◆ **EXERCISE**
Among the entries below, which lines include the string "down"? Show each one.

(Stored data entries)
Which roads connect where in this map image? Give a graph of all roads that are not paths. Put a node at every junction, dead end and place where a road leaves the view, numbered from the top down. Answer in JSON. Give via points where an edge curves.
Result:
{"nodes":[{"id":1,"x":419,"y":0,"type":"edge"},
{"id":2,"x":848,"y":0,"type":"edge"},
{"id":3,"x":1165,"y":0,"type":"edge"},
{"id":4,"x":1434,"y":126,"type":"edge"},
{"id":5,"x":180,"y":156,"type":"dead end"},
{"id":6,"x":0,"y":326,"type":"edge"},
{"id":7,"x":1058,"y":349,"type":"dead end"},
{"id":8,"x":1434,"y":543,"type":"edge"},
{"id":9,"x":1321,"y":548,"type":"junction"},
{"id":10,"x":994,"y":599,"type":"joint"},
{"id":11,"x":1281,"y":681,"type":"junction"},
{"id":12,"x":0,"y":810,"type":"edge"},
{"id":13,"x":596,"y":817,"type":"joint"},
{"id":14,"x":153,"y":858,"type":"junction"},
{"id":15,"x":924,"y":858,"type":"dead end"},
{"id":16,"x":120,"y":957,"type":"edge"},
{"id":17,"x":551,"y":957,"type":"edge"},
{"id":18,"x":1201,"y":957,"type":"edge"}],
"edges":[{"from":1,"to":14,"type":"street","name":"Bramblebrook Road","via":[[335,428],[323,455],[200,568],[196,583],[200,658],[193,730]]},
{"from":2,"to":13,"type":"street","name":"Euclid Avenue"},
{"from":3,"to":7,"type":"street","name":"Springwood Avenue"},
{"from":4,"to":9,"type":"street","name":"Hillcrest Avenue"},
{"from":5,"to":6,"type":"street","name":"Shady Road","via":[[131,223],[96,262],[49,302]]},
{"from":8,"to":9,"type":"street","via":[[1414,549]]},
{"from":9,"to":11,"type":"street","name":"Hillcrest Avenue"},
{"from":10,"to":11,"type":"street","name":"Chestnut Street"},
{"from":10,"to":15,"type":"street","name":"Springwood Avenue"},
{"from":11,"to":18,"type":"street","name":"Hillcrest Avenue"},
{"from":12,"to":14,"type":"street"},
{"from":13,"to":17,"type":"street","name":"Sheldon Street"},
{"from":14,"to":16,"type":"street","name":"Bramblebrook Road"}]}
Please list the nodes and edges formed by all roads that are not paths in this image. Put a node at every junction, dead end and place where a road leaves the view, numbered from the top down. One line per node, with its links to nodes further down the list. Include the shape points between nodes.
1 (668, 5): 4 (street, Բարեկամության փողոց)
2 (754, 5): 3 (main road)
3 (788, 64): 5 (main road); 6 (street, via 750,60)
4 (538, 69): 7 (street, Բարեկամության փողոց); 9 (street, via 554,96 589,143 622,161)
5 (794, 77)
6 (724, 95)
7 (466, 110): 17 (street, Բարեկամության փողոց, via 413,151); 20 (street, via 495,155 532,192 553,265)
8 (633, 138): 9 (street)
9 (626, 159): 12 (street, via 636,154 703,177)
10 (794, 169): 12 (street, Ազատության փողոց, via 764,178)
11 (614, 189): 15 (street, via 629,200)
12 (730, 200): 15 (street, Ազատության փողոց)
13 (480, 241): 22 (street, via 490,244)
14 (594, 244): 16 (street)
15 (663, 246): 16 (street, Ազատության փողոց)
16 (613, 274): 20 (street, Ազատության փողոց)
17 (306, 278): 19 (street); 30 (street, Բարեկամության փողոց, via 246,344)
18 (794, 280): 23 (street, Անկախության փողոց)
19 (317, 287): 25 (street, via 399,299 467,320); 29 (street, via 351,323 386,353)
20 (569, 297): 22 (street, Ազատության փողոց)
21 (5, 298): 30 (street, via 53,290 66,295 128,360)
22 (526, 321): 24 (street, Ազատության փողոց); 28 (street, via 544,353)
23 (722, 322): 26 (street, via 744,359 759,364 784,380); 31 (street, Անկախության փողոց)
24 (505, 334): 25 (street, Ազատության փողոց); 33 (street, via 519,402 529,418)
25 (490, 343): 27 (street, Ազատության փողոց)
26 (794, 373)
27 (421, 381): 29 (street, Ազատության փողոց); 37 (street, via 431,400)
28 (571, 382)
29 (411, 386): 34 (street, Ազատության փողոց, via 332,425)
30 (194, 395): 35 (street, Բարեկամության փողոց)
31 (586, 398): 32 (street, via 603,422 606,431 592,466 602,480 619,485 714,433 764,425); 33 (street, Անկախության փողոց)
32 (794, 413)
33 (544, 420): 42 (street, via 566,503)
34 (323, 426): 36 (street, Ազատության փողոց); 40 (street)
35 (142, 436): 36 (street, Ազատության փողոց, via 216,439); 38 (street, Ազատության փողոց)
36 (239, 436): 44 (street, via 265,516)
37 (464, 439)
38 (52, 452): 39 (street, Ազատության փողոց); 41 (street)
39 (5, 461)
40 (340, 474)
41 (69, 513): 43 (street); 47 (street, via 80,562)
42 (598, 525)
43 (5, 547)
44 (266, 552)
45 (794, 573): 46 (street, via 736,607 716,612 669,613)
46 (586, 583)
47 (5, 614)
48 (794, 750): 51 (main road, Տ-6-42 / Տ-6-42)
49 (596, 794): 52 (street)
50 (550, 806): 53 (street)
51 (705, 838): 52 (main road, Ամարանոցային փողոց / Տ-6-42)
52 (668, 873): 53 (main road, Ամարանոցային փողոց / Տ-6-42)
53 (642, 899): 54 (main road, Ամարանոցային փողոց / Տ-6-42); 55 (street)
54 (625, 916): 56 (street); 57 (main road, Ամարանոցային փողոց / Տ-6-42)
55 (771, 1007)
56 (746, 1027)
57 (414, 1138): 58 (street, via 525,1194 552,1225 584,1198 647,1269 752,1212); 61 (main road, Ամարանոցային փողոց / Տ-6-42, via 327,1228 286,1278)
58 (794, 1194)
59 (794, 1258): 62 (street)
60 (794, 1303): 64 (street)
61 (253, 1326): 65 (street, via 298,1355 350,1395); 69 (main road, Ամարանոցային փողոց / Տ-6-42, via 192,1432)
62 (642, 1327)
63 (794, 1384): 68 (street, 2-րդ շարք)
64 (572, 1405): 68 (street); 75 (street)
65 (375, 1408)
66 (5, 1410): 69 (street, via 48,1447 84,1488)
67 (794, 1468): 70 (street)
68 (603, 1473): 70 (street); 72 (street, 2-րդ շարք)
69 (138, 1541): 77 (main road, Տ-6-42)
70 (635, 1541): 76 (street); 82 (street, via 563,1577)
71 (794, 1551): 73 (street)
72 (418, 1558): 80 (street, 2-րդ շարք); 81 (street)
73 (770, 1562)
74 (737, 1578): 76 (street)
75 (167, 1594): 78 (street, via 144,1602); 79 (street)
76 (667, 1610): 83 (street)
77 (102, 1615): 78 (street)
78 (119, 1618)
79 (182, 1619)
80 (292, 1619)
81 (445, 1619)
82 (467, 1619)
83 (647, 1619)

* * *

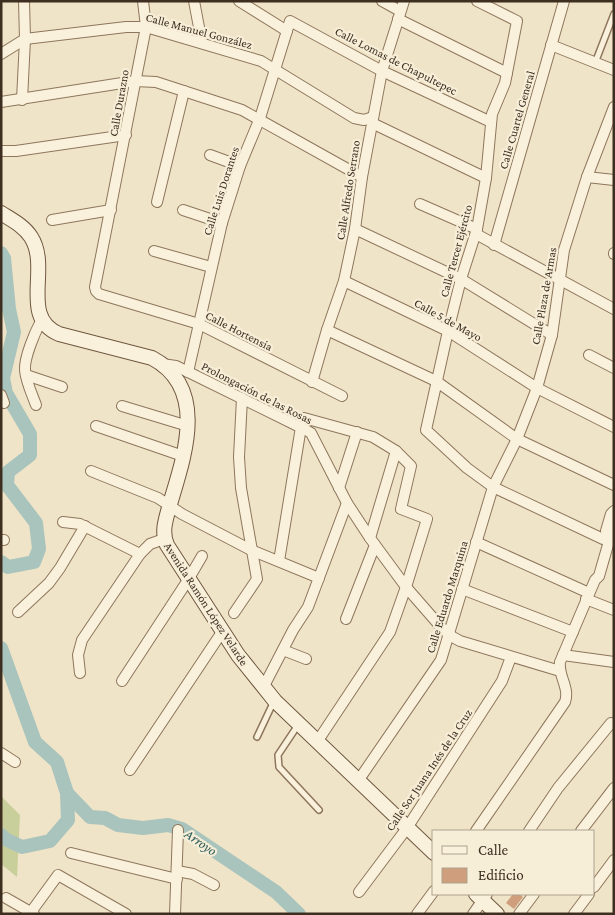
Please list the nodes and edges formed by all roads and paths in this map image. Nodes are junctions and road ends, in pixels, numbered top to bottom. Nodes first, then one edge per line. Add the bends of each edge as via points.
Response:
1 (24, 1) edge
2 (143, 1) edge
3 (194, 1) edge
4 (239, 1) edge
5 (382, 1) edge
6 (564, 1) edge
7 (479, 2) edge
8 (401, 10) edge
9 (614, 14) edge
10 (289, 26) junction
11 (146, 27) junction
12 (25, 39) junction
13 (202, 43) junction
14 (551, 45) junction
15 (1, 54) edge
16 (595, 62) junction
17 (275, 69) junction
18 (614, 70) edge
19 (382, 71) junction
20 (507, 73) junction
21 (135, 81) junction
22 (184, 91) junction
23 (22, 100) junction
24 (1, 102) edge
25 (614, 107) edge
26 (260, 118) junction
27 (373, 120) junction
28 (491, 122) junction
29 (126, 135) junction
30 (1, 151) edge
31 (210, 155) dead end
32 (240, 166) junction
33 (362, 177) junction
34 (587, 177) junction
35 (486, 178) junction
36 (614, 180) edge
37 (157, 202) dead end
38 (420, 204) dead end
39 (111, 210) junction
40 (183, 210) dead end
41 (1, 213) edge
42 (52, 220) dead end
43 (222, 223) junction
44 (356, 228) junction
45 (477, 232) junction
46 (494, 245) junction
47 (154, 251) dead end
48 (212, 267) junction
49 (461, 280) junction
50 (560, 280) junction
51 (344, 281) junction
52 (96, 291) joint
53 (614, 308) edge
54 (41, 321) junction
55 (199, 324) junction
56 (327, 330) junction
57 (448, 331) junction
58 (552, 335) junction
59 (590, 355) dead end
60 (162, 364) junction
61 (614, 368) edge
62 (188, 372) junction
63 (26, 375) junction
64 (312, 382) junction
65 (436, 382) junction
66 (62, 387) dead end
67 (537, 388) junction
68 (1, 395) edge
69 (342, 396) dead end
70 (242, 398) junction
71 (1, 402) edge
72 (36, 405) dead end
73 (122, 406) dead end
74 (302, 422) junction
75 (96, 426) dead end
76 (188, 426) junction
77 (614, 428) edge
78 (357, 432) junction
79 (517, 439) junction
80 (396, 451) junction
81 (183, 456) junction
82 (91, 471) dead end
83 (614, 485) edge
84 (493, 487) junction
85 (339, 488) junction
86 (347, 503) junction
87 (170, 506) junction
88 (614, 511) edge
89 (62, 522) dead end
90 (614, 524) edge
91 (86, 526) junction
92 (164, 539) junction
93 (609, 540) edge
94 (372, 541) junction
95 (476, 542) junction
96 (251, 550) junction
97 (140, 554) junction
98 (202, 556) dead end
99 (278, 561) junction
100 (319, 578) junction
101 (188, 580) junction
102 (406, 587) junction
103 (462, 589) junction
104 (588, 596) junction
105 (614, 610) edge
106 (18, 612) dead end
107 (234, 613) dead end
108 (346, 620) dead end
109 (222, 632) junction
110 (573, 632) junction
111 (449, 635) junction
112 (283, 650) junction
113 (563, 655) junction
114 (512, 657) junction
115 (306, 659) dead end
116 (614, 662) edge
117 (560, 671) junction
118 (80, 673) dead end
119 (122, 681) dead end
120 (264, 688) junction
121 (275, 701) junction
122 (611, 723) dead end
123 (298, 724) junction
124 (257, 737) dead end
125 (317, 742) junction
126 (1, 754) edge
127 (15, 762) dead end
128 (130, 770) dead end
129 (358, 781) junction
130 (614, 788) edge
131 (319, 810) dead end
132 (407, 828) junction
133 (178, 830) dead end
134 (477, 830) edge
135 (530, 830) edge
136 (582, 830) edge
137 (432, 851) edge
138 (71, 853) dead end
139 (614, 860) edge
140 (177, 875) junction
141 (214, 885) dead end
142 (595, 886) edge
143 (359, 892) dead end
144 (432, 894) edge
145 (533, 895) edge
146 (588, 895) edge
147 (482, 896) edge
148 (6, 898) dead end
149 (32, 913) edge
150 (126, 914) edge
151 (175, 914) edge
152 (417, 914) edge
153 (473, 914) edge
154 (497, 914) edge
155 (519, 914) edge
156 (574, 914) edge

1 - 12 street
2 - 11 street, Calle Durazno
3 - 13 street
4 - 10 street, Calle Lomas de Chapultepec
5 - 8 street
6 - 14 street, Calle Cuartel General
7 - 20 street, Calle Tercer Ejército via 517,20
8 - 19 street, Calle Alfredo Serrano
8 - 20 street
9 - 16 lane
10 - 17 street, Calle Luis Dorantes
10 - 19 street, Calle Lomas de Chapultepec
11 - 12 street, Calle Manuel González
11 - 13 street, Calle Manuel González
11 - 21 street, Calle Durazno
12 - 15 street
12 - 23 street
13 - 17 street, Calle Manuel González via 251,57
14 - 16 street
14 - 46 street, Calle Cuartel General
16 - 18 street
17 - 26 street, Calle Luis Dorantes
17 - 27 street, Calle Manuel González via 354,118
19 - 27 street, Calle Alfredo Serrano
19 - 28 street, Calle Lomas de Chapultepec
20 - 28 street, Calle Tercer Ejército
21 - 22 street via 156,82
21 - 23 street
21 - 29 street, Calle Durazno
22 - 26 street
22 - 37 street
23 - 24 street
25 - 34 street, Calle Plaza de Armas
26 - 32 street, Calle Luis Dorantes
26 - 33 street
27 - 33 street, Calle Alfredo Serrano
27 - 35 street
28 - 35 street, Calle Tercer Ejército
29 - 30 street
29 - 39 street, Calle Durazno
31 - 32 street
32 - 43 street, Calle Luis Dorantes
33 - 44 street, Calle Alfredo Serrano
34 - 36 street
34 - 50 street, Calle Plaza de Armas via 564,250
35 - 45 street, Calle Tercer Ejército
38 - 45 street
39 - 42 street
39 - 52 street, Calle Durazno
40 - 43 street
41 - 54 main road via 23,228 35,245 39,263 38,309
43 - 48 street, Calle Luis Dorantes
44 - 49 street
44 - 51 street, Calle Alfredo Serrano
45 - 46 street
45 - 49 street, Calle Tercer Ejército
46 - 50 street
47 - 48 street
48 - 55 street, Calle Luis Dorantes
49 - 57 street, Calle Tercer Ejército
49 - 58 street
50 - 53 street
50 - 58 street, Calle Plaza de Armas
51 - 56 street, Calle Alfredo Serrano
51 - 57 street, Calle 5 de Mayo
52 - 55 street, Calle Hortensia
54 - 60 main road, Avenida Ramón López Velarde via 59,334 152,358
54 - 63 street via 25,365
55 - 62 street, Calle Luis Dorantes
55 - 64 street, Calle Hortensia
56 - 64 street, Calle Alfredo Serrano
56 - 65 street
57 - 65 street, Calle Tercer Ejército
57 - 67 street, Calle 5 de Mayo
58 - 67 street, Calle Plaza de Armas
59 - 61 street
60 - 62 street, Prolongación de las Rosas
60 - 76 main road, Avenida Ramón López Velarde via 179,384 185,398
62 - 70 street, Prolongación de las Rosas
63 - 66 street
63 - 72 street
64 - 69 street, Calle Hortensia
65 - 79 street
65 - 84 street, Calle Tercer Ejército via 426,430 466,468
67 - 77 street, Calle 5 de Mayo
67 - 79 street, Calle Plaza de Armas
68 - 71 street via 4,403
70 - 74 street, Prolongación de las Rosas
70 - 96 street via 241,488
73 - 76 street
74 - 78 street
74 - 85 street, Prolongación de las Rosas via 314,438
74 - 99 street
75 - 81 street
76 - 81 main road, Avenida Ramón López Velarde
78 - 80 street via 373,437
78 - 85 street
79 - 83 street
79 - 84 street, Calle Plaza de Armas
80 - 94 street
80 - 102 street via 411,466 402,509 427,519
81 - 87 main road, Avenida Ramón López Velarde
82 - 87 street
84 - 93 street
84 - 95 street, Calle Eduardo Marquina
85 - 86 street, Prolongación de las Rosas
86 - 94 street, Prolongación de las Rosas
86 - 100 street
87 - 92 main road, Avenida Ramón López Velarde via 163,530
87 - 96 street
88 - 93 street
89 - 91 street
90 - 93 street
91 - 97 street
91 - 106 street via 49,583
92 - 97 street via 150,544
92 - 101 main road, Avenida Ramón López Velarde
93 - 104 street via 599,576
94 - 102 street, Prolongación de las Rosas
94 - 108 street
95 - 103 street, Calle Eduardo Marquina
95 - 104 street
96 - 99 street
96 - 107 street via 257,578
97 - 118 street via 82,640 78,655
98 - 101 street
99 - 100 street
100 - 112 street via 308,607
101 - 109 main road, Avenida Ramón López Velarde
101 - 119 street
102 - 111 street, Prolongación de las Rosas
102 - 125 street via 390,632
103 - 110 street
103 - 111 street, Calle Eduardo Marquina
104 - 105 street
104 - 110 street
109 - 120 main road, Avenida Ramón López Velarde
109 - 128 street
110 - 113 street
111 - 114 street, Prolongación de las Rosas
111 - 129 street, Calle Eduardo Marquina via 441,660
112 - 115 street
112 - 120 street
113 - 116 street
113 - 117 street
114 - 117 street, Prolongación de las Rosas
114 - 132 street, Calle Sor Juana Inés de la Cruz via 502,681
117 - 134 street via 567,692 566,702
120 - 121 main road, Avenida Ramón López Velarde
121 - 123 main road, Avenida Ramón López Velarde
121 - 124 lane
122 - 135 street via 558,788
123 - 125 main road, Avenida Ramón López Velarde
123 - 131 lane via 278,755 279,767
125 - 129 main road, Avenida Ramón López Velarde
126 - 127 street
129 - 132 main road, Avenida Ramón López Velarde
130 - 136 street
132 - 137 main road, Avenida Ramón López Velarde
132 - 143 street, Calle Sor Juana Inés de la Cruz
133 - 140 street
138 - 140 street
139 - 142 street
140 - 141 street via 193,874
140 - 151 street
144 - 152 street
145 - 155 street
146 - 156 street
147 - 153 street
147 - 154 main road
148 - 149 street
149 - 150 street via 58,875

==

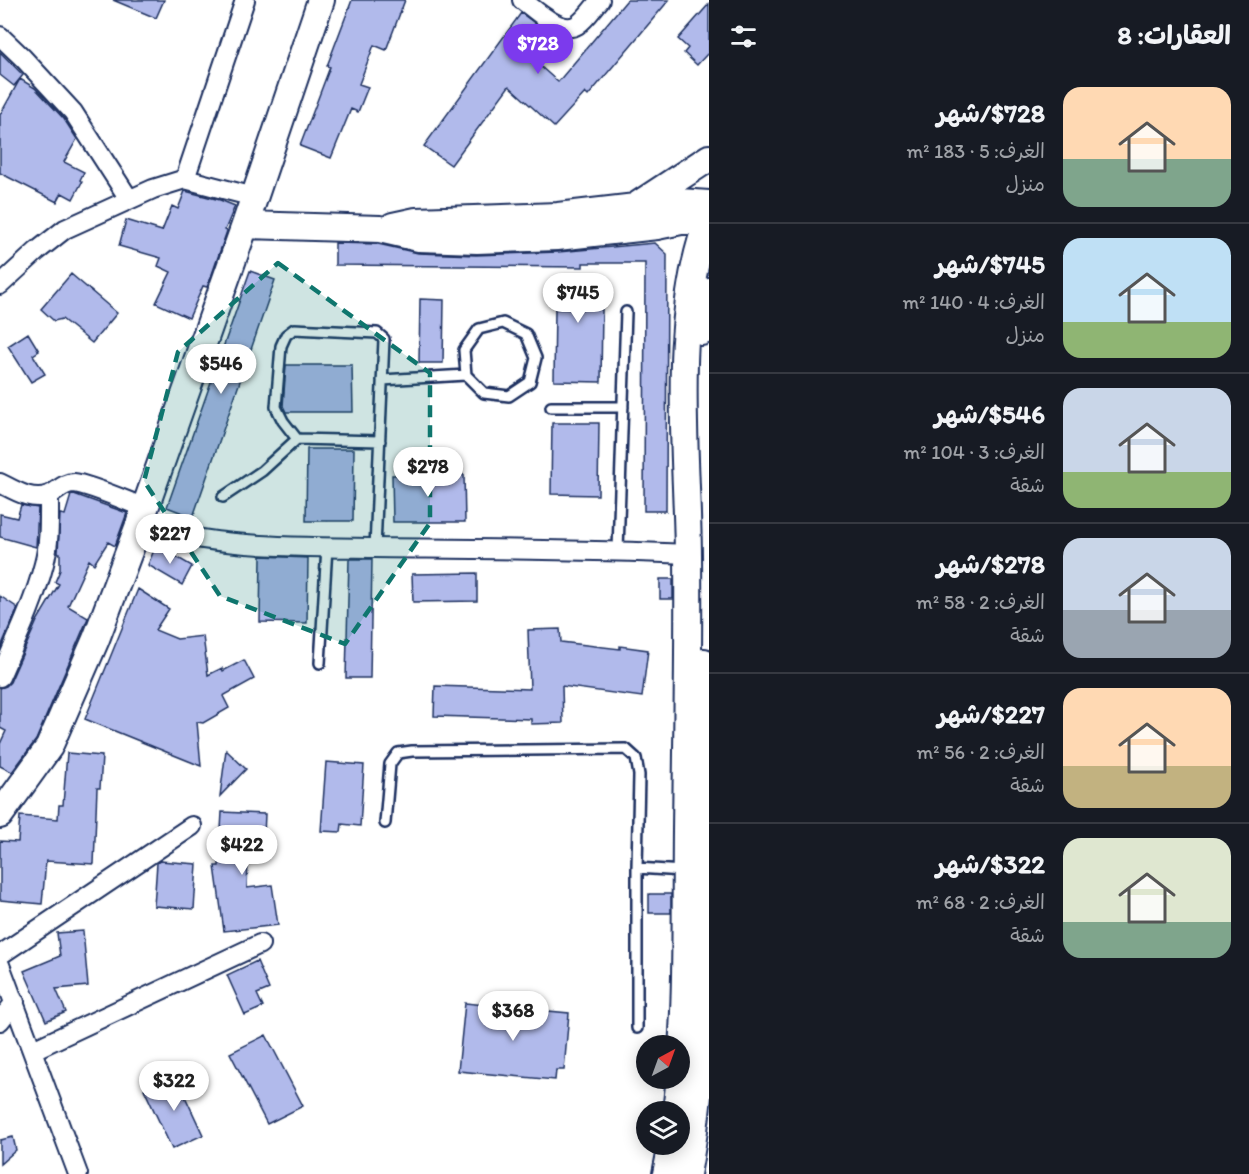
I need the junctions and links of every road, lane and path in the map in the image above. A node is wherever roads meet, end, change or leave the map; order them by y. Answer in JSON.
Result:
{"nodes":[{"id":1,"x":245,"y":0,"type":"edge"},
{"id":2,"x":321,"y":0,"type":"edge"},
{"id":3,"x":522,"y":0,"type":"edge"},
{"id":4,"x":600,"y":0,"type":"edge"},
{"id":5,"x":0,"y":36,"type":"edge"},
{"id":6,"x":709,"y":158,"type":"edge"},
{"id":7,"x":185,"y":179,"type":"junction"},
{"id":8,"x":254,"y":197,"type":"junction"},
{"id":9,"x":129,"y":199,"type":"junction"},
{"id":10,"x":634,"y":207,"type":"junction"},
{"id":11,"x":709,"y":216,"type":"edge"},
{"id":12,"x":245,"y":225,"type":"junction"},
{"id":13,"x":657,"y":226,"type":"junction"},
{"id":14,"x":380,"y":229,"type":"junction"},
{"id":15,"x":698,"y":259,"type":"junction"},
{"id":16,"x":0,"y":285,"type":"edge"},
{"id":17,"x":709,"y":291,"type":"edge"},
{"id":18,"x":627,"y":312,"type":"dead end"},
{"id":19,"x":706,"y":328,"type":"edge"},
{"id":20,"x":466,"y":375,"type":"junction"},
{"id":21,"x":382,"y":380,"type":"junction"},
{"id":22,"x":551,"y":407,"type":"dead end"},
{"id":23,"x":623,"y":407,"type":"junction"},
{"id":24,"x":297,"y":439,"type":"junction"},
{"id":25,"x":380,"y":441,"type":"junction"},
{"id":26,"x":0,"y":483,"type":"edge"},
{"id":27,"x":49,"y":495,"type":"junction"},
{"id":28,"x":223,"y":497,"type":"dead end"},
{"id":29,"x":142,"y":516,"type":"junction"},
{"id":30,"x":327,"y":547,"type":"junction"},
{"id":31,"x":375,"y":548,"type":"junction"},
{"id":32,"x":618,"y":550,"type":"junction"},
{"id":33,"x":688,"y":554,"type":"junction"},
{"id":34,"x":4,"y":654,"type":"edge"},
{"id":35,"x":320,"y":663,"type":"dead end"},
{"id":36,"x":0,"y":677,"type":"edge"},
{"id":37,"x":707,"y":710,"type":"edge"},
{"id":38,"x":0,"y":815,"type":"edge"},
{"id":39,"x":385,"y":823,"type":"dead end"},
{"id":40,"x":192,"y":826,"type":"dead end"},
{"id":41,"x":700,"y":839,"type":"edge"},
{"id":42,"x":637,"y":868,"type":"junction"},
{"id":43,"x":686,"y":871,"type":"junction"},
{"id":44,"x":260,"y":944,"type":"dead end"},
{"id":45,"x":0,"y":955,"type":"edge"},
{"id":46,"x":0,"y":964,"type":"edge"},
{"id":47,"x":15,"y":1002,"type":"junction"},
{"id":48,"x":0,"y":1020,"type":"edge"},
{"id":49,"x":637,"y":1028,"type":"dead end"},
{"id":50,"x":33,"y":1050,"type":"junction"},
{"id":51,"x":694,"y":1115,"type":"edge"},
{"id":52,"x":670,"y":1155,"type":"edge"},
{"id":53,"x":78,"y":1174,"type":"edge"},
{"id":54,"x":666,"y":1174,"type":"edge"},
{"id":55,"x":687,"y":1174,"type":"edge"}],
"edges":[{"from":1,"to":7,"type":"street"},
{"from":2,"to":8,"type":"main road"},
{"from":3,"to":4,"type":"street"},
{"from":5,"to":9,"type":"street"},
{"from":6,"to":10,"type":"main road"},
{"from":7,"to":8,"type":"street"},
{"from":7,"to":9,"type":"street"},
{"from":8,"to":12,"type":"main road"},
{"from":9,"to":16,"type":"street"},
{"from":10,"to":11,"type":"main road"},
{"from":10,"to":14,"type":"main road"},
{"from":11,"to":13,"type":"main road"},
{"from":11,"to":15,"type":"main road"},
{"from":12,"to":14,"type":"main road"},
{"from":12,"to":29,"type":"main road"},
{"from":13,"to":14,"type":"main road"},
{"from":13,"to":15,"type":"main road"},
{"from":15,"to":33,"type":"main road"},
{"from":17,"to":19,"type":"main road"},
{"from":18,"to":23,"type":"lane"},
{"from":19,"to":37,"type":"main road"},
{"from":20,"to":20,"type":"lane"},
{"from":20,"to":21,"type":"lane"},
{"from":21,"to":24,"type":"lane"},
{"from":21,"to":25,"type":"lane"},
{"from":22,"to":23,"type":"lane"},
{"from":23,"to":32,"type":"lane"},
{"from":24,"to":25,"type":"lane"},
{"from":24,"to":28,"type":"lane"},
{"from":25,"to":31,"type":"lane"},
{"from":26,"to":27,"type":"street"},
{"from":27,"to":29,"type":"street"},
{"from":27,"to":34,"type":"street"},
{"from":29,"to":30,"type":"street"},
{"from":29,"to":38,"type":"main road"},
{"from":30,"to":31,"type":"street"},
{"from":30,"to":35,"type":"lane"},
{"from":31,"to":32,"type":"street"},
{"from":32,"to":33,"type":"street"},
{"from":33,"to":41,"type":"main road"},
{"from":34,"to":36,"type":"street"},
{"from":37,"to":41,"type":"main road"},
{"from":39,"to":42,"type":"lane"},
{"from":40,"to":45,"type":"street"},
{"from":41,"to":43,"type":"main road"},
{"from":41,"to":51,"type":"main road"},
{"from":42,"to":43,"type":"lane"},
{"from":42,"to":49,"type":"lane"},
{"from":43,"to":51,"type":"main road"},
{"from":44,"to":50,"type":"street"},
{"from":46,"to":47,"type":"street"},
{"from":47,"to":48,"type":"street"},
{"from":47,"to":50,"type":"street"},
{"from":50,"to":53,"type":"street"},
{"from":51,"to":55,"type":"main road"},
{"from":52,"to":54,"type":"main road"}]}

◆ **RESULT**
Which roads connect where in this map image? Give a graph of all roads that are not paths. Put a node at every junction, dead end and place where a road leaves the view, numbered from the top down. Answer in JSON. Give via points where an edge curves.
Please list the nodes and edges formed by all roads that are not paths in this image. Put a node at every junction, dead end and place where a road leaves the view, numbered from the top down. One line per node, with its links to nodes further down the list. Include the shape points between nodes.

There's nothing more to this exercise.